TASK DESCRIPTION:
Return the full listing exactly as it is written.

ENTRIES SUPPLIED:
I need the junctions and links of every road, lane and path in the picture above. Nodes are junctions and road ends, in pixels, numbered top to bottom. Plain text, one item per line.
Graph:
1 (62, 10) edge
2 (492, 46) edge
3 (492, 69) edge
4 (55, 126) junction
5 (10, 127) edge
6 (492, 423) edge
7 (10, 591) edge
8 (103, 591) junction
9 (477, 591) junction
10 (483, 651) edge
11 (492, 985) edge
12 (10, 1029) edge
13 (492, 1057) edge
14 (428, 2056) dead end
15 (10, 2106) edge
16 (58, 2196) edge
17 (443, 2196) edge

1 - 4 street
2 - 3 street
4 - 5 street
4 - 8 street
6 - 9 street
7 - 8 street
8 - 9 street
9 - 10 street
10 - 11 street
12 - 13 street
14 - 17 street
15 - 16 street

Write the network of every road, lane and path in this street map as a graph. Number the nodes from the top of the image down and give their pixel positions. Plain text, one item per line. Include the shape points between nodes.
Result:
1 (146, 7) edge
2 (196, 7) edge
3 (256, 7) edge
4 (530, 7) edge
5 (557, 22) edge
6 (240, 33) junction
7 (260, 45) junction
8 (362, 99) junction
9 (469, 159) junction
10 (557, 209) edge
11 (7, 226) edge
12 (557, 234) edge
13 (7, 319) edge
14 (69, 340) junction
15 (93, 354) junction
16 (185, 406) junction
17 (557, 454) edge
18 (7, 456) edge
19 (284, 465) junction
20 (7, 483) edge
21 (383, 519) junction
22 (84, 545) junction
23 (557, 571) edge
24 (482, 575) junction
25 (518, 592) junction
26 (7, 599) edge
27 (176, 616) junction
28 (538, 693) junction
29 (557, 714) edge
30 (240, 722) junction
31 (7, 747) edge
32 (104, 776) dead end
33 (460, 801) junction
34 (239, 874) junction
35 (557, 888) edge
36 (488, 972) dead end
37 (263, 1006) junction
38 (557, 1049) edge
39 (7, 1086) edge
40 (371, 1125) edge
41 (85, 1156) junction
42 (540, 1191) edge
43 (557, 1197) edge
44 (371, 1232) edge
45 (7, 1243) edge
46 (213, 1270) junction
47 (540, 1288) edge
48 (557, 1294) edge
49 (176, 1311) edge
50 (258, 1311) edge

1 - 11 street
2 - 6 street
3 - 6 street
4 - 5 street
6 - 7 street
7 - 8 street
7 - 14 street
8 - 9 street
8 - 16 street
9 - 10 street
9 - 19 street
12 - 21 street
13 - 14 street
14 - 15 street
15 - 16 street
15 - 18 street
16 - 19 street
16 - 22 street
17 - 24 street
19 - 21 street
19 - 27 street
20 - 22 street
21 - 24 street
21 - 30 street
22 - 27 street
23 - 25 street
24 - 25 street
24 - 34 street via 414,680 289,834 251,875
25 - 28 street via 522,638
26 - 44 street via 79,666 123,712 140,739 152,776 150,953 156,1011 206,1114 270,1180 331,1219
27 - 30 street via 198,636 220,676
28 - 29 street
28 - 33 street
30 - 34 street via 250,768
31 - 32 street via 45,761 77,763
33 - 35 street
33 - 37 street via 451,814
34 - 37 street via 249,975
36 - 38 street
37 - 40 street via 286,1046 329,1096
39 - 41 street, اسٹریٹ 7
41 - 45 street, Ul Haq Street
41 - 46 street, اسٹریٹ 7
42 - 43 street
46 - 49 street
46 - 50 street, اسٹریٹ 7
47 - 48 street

FINISHED EXERCISE:
I need the junctions and links of every road, lane and path in the picture above. Nodes are junctions and road ends, in pixels, numbered top to bottom. Plain text, one item per line.
Graph:
1 (62, 10) edge
2 (492, 46) edge
3 (492, 69) edge
4 (55, 126) junction
5 (10, 127) edge
6 (492, 423) edge
7 (10, 591) edge
8 (103, 591) junction
9 (477, 591) junction
10 (483, 651) edge
11 (492, 985) edge
12 (10, 1029) edge
13 (492, 1057) edge
14 (428, 2056) dead end
15 (10, 2106) edge
16 (58, 2196) edge
17 (443, 2196) edge

1 - 4 street
2 - 3 street
4 - 5 street
4 - 8 street
6 - 9 street
7 - 8 street
8 - 9 street
9 - 10 street
10 - 11 street
12 - 13 street
14 - 17 street
15 - 16 street

Write the network of every road, lane and path in this street map as a graph. Number the nodes from the top of the image down and give their pixel positions. Plain text, one item per line. Include the shape points between nodes.
Result:
1 (146, 7) edge
2 (196, 7) edge
3 (256, 7) edge
4 (530, 7) edge
5 (557, 22) edge
6 (240, 33) junction
7 (260, 45) junction
8 (362, 99) junction
9 (469, 159) junction
10 (557, 209) edge
11 (7, 226) edge
12 (557, 234) edge
13 (7, 319) edge
14 (69, 340) junction
15 (93, 354) junction
16 (185, 406) junction
17 (557, 454) edge
18 (7, 456) edge
19 (284, 465) junction
20 (7, 483) edge
21 (383, 519) junction
22 (84, 545) junction
23 (557, 571) edge
24 (482, 575) junction
25 (518, 592) junction
26 (7, 599) edge
27 (176, 616) junction
28 (538, 693) junction
29 (557, 714) edge
30 (240, 722) junction
31 (7, 747) edge
32 (104, 776) dead end
33 (460, 801) junction
34 (239, 874) junction
35 (557, 888) edge
36 (488, 972) dead end
37 (263, 1006) junction
38 (557, 1049) edge
39 (7, 1086) edge
40 (371, 1125) edge
41 (85, 1156) junction
42 (540, 1191) edge
43 (557, 1197) edge
44 (371, 1232) edge
45 (7, 1243) edge
46 (213, 1270) junction
47 (540, 1288) edge
48 (557, 1294) edge
49 (176, 1311) edge
50 (258, 1311) edge

1 - 11 street
2 - 6 street
3 - 6 street
4 - 5 street
6 - 7 street
7 - 8 street
7 - 14 street
8 - 9 street
8 - 16 street
9 - 10 street
9 - 19 street
12 - 21 street
13 - 14 street
14 - 15 street
15 - 16 street
15 - 18 street
16 - 19 street
16 - 22 street
17 - 24 street
19 - 21 street
19 - 27 street
20 - 22 street
21 - 24 street
21 - 30 street
22 - 27 street
23 - 25 street
24 - 25 street
24 - 34 street via 414,680 289,834 251,875
25 - 28 street via 522,638
26 - 44 street via 79,666 123,712 140,739 152,776 150,953 156,1011 206,1114 270,1180 331,1219
27 - 30 street via 198,636 220,676
28 - 29 street
28 - 33 street
30 - 34 street via 250,768
31 - 32 street via 45,761 77,763
33 - 35 street
33 - 37 street via 451,814
34 - 37 street via 249,975
36 - 38 street
37 - 40 street via 286,1046 329,1096
39 - 41 street, اسٹریٹ 7
41 - 45 street, Ul Haq Street
41 - 46 street, اسٹریٹ 7
42 - 43 street
46 - 49 street
46 - 50 street, اسٹریٹ 7
47 - 48 street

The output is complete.